+++ SUPPLIED RECORDS +++

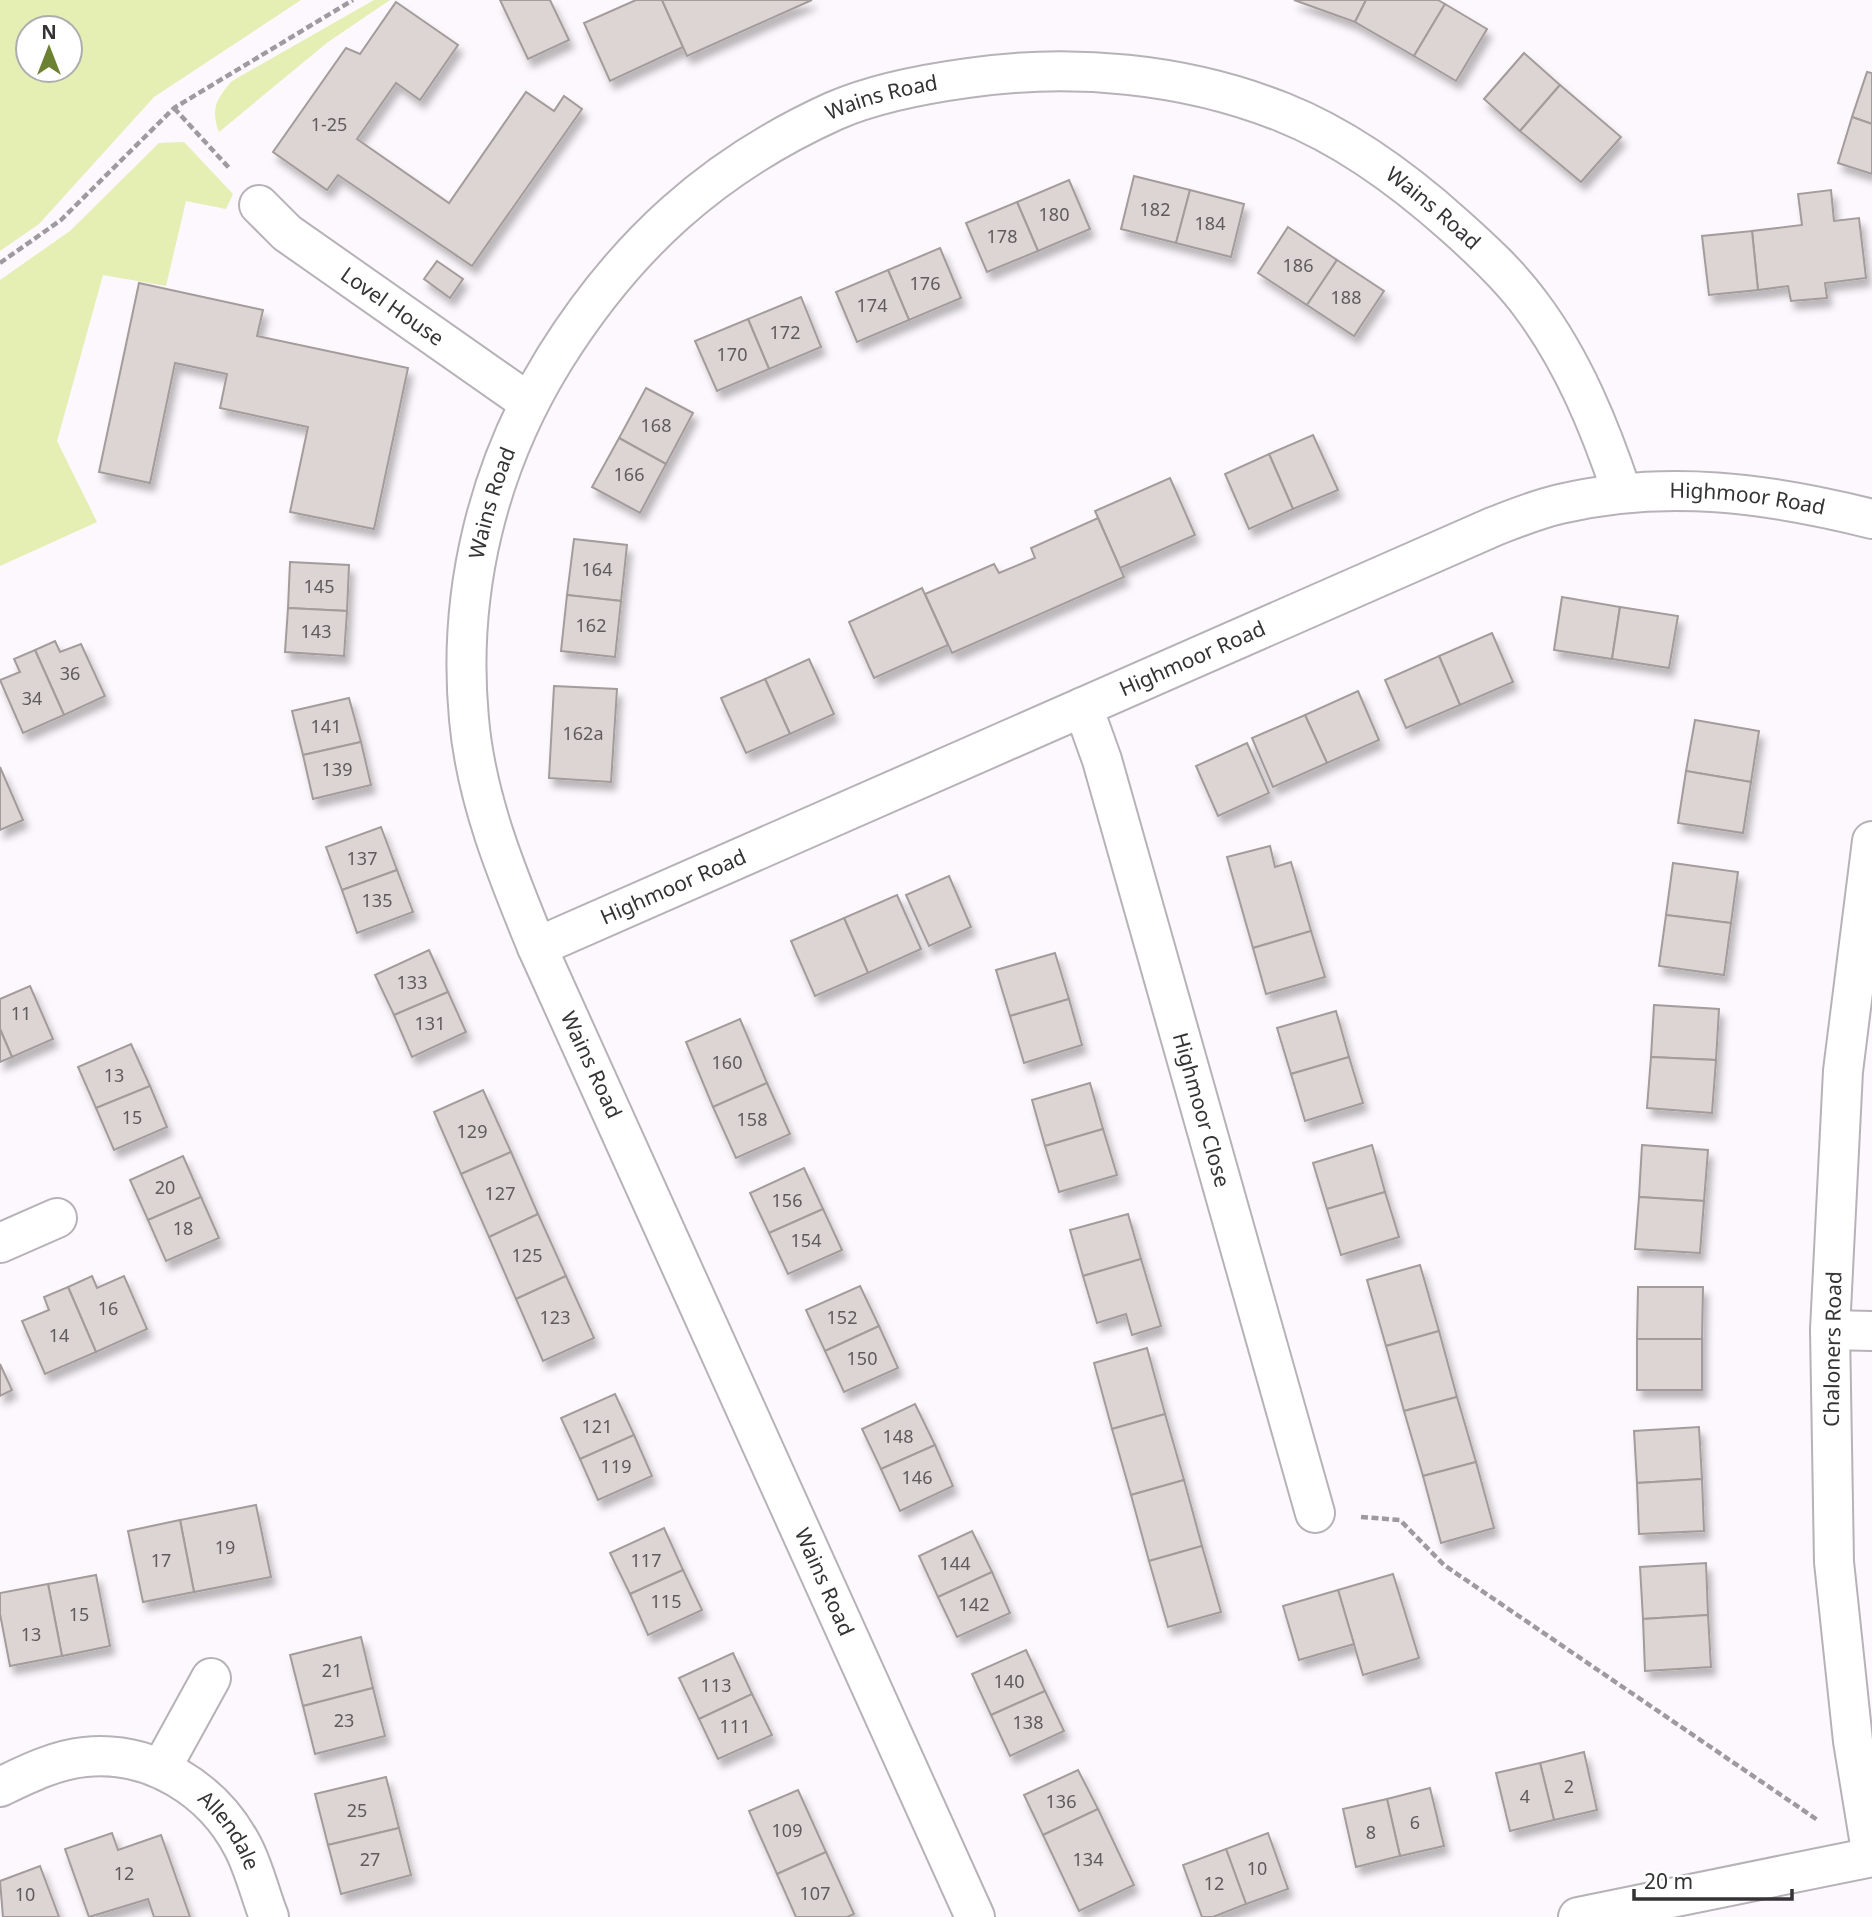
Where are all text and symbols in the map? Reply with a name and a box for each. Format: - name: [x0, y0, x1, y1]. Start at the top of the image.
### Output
- north arrow: [14, 14, 84, 84]
- text: N: [41, 19, 57, 45]
- street label: Wains Road: [821, 68, 940, 126]
- house number: 1-25: [311, 112, 347, 136]
- street label: Wains Road: [1381, 160, 1487, 255]
- house number: 182: [1140, 197, 1170, 221]
- house number: 180: [1039, 202, 1069, 226]
- house number: 184: [1195, 211, 1225, 235]
- house number: 178: [987, 224, 1017, 248]
- house number: 186: [1283, 253, 1313, 277]
- street label: Lovel House: [336, 260, 450, 352]
- house number: 176: [910, 271, 940, 295]
- house number: 188: [1331, 285, 1361, 309]
- house number: 174: [857, 293, 887, 317]
- house number: 172: [770, 320, 800, 344]
- house number: 170: [717, 342, 747, 366]
- house number: 168: [641, 413, 671, 437]
- street label: Wains Road: [462, 443, 521, 561]
- house number: 166: [614, 462, 644, 486]
- street label: Highmoor Road: [1670, 476, 1828, 521]
- house number: 164: [582, 557, 612, 581]
- house number: 145: [304, 574, 334, 598]
- house number: 162: [576, 613, 606, 637]
- street label: Highmoor Road: [1115, 614, 1269, 702]
- house number: 143: [301, 619, 331, 643]
- house number: 36: [60, 661, 80, 685]
- house number: 34: [22, 686, 42, 710]
- house number: 141: [311, 714, 341, 738]
- house number: 162a: [563, 721, 604, 745]
- house number: 139: [322, 757, 352, 781]
- street label: Highmoor Road: [596, 842, 750, 930]
- house number: 137: [347, 846, 377, 870]
- house number: 135: [362, 888, 392, 912]
- house number: 133: [397, 970, 427, 994]
- house number: 11: [11, 1001, 31, 1025]
- street label: Wains Road: [555, 1006, 629, 1123]
- house number: 131: [415, 1011, 445, 1035]
- street label: Highmoor Close: [1167, 1029, 1237, 1190]
- house number: 160: [712, 1050, 742, 1074]
- house number: 13: [104, 1063, 124, 1087]
- house number: 15: [122, 1105, 142, 1129]
- house number: 158: [737, 1107, 767, 1131]
- house number: 129: [457, 1119, 487, 1143]
- house number: 20: [155, 1175, 175, 1199]
- house number: 127: [485, 1181, 515, 1205]
- house number: 156: [772, 1188, 802, 1212]
- house number: 18: [173, 1216, 193, 1240]
- house number: 154: [791, 1228, 821, 1252]
- house number: 125: [512, 1243, 542, 1267]
- street label: Chaloners Road: [1817, 1271, 1847, 1427]
- house number: 16: [98, 1296, 118, 1320]
- house number: 123: [540, 1305, 570, 1329]
- house number: 152: [827, 1305, 857, 1329]
- house number: 14: [49, 1323, 69, 1347]
- house number: 150: [847, 1346, 877, 1370]
- house number: 121: [582, 1414, 612, 1438]
- house number: 148: [883, 1424, 913, 1448]
- house number: 119: [601, 1454, 631, 1478]
- house number: 146: [902, 1465, 932, 1489]
- street label: Wains Road: [789, 1523, 861, 1640]
- house number: 19: [215, 1535, 235, 1559]
- house number: 17: [151, 1548, 171, 1572]
- house number: 117: [631, 1548, 661, 1572]
- house number: 144: [940, 1551, 970, 1575]
- house number: 115: [651, 1589, 681, 1613]
- house number: 142: [959, 1592, 989, 1616]
- house number: 15: [69, 1602, 89, 1626]
- house number: 13: [21, 1622, 41, 1646]
- house number: 21: [322, 1658, 342, 1682]
- house number: 140: [994, 1669, 1024, 1693]
- house number: 113: [701, 1673, 731, 1697]
- house number: 23: [334, 1708, 354, 1732]
- house number: 138: [1013, 1710, 1043, 1734]
- house number: 111: [720, 1714, 750, 1738]
- house number: 2: [1564, 1774, 1574, 1798]
- street label: Allendale: [193, 1784, 267, 1874]
- house number: 4: [1520, 1784, 1530, 1808]
- house number: 136: [1046, 1789, 1076, 1813]
- house number: 25: [347, 1798, 367, 1822]
- house number: 6: [1410, 1810, 1420, 1834]
- house number: 109: [772, 1818, 802, 1842]
- house number: 8: [1366, 1820, 1376, 1844]
- house number: 27: [360, 1847, 380, 1871]
- house number: 134: [1073, 1847, 1103, 1871]
- house number: 10: [1247, 1856, 1267, 1880]
- scale bar: [1634, 1857, 1792, 1901]
- house number: 12: [114, 1861, 134, 1885]
- text: 20 m: [1644, 1867, 1693, 1895]
- house number: 12: [1204, 1871, 1224, 1895]
- house number: 107: [800, 1881, 830, 1905]
- house number: 10: [15, 1882, 35, 1906]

+++

TASK DIRECTIONS: Once the pictures are set aside, retype the rest of the listing exactly.

THE ANSWER:
Where are all text and symbols in the map? Reply with a name and a box for each. Format: - name: [x0, y0, x1, y1]. Start at the top of the image.
### Output
- north arrow: [14, 14, 84, 84]
- text: N: [41, 19, 57, 45]
- street label: Wains Road: [821, 68, 940, 126]
- house number: 1-25: [311, 112, 347, 136]
- street label: Wains Road: [1381, 160, 1487, 255]
- house number: 182: [1140, 197, 1170, 221]
- house number: 180: [1039, 202, 1069, 226]
- house number: 184: [1195, 211, 1225, 235]
- house number: 178: [987, 224, 1017, 248]
- house number: 186: [1283, 253, 1313, 277]
- street label: Lovel House: [336, 260, 450, 352]
- house number: 176: [910, 271, 940, 295]
- house number: 188: [1331, 285, 1361, 309]
- house number: 174: [857, 293, 887, 317]
- house number: 172: [770, 320, 800, 344]
- house number: 170: [717, 342, 747, 366]
- house number: 168: [641, 413, 671, 437]
- street label: Wains Road: [462, 443, 521, 561]
- house number: 166: [614, 462, 644, 486]
- street label: Highmoor Road: [1670, 476, 1828, 521]
- house number: 164: [582, 557, 612, 581]
- house number: 145: [304, 574, 334, 598]
- house number: 162: [576, 613, 606, 637]
- street label: Highmoor Road: [1115, 614, 1269, 702]
- house number: 143: [301, 619, 331, 643]
- house number: 36: [60, 661, 80, 685]
- house number: 34: [22, 686, 42, 710]
- house number: 141: [311, 714, 341, 738]
- house number: 162a: [563, 721, 604, 745]
- house number: 139: [322, 757, 352, 781]
- street label: Highmoor Road: [596, 842, 750, 930]
- house number: 137: [347, 846, 377, 870]
- house number: 135: [362, 888, 392, 912]
- house number: 133: [397, 970, 427, 994]
- house number: 11: [11, 1001, 31, 1025]
- street label: Wains Road: [555, 1006, 629, 1123]
- house number: 131: [415, 1011, 445, 1035]
- street label: Highmoor Close: [1167, 1029, 1237, 1190]
- house number: 160: [712, 1050, 742, 1074]
- house number: 13: [104, 1063, 124, 1087]
- house number: 15: [122, 1105, 142, 1129]
- house number: 158: [737, 1107, 767, 1131]
- house number: 129: [457, 1119, 487, 1143]
- house number: 20: [155, 1175, 175, 1199]
- house number: 127: [485, 1181, 515, 1205]
- house number: 156: [772, 1188, 802, 1212]
- house number: 18: [173, 1216, 193, 1240]
- house number: 154: [791, 1228, 821, 1252]
- house number: 125: [512, 1243, 542, 1267]
- street label: Chaloners Road: [1817, 1271, 1847, 1427]
- house number: 16: [98, 1296, 118, 1320]
- house number: 123: [540, 1305, 570, 1329]
- house number: 152: [827, 1305, 857, 1329]
- house number: 14: [49, 1323, 69, 1347]
- house number: 150: [847, 1346, 877, 1370]
- house number: 121: [582, 1414, 612, 1438]
- house number: 148: [883, 1424, 913, 1448]
- house number: 119: [601, 1454, 631, 1478]
- house number: 146: [902, 1465, 932, 1489]
- street label: Wains Road: [789, 1523, 861, 1640]
- house number: 19: [215, 1535, 235, 1559]
- house number: 17: [151, 1548, 171, 1572]
- house number: 117: [631, 1548, 661, 1572]
- house number: 144: [940, 1551, 970, 1575]
- house number: 115: [651, 1589, 681, 1613]
- house number: 142: [959, 1592, 989, 1616]
- house number: 15: [69, 1602, 89, 1626]
- house number: 13: [21, 1622, 41, 1646]
- house number: 21: [322, 1658, 342, 1682]
- house number: 140: [994, 1669, 1024, 1693]
- house number: 113: [701, 1673, 731, 1697]
- house number: 23: [334, 1708, 354, 1732]
- house number: 138: [1013, 1710, 1043, 1734]
- house number: 111: [720, 1714, 750, 1738]
- house number: 2: [1564, 1774, 1574, 1798]
- street label: Allendale: [193, 1784, 267, 1874]
- house number: 4: [1520, 1784, 1530, 1808]
- house number: 136: [1046, 1789, 1076, 1813]
- house number: 25: [347, 1798, 367, 1822]
- house number: 6: [1410, 1810, 1420, 1834]
- house number: 109: [772, 1818, 802, 1842]
- house number: 8: [1366, 1820, 1376, 1844]
- house number: 27: [360, 1847, 380, 1871]
- house number: 134: [1073, 1847, 1103, 1871]
- house number: 10: [1247, 1856, 1267, 1880]
- scale bar: [1634, 1857, 1792, 1901]
- house number: 12: [114, 1861, 134, 1885]
- text: 20 m: [1644, 1867, 1693, 1895]
- house number: 12: [1204, 1871, 1224, 1895]
- house number: 107: [800, 1881, 830, 1905]
- house number: 10: [15, 1882, 35, 1906]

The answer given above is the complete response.